Who are you? That was the question asked by the rock group, The Who, in the 1970s. In response to terrorism concerns, government has taken up the refrain: It really wants to know. To that end, a number of federally mandated identification card requirements are now in various stages of rulemaking or initial implementation. Each contains security requirements, often including some smart card technology, and each is targeted toward a specific user group, such as government workers and contractors (through a Homeland Security Presidential Directive, HSPD-12), transportation workers (through the Transportation Worker Identification Credential, or TWIC), and the general public (through driver’s license standards called REAL ID). Our focus is on government’s experience in implementing HSPD-12 and how it may spur smart card growth in private industry.
Although smart card projects in the federal arena were initiated as early as a decade ago by the Department of Defense, high implementation costs and a lack of interoperability standards prevented wide-scale adoption of smart cards across government. The rules changed, however, when President George W. Bush issued HSPD-12 in August 2004. The directive forced the government and industry to address many of the barriers to large-scale smart card deployment.
The directive requires the government to issue a common, smart-card-based identification credential to all federal employees and contractors. The card must be able to allow physical access to federally controlled facilities and logical access to information systems. The accompanying technical standard represents a large leap forward in the development of an interoperable standard for smart cards focused on improving security for physical and IT access to federal facilities and networks.
Agencies and industry partners worked feverishly for two years to align the programs, funding, and technology to begin issuing the cards last October. The transition, however, has been far from smooth. Some agencies did not meet the deadline at all. Of those that did, some issued only a handful of cards. And when compliance testing was conducted by the General Services Administration (GSA) shortly after the deadline, many cards failed to meet the required standards.

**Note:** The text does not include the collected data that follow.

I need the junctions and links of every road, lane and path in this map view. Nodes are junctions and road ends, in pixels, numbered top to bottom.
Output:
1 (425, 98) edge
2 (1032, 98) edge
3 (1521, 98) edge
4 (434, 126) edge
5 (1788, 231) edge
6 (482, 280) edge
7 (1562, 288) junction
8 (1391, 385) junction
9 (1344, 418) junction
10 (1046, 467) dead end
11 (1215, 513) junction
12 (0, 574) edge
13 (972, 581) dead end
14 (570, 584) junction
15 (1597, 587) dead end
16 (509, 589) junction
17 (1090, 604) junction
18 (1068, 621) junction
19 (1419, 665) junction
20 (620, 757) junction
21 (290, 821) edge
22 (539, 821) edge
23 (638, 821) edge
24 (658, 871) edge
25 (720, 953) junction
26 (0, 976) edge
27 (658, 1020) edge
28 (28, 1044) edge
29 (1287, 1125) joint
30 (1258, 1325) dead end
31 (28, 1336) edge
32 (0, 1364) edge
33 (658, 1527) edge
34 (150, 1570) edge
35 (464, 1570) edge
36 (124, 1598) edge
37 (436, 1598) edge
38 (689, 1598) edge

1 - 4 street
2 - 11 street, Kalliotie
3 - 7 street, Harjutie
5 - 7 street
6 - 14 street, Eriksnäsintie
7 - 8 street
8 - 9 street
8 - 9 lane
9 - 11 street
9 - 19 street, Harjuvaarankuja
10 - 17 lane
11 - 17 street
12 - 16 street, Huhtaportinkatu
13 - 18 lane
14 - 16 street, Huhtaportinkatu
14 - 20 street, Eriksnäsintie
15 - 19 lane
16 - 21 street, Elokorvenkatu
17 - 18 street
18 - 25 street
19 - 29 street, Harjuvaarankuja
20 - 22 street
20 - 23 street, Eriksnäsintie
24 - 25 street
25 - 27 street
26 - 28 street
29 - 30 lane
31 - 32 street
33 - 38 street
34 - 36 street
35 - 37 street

Cards failed for a variety of reasons, major and minor. One example of a serious problem was that card information was encoded in the wrong order, making interoperability impossible.
In January, additional testing found lingering problems. Agencies now have until October 2008 to issue compliant cards to their entire employee and contractor base. Agencies that still have problems face the greatest challenges, but even those that passed the first test by issuing a small number of compliant cards face new hurdles, such as the logistical issues arising with a nationwide rollout and the difficulties of integrating the new technology with legacy systems, or replacing them altogether.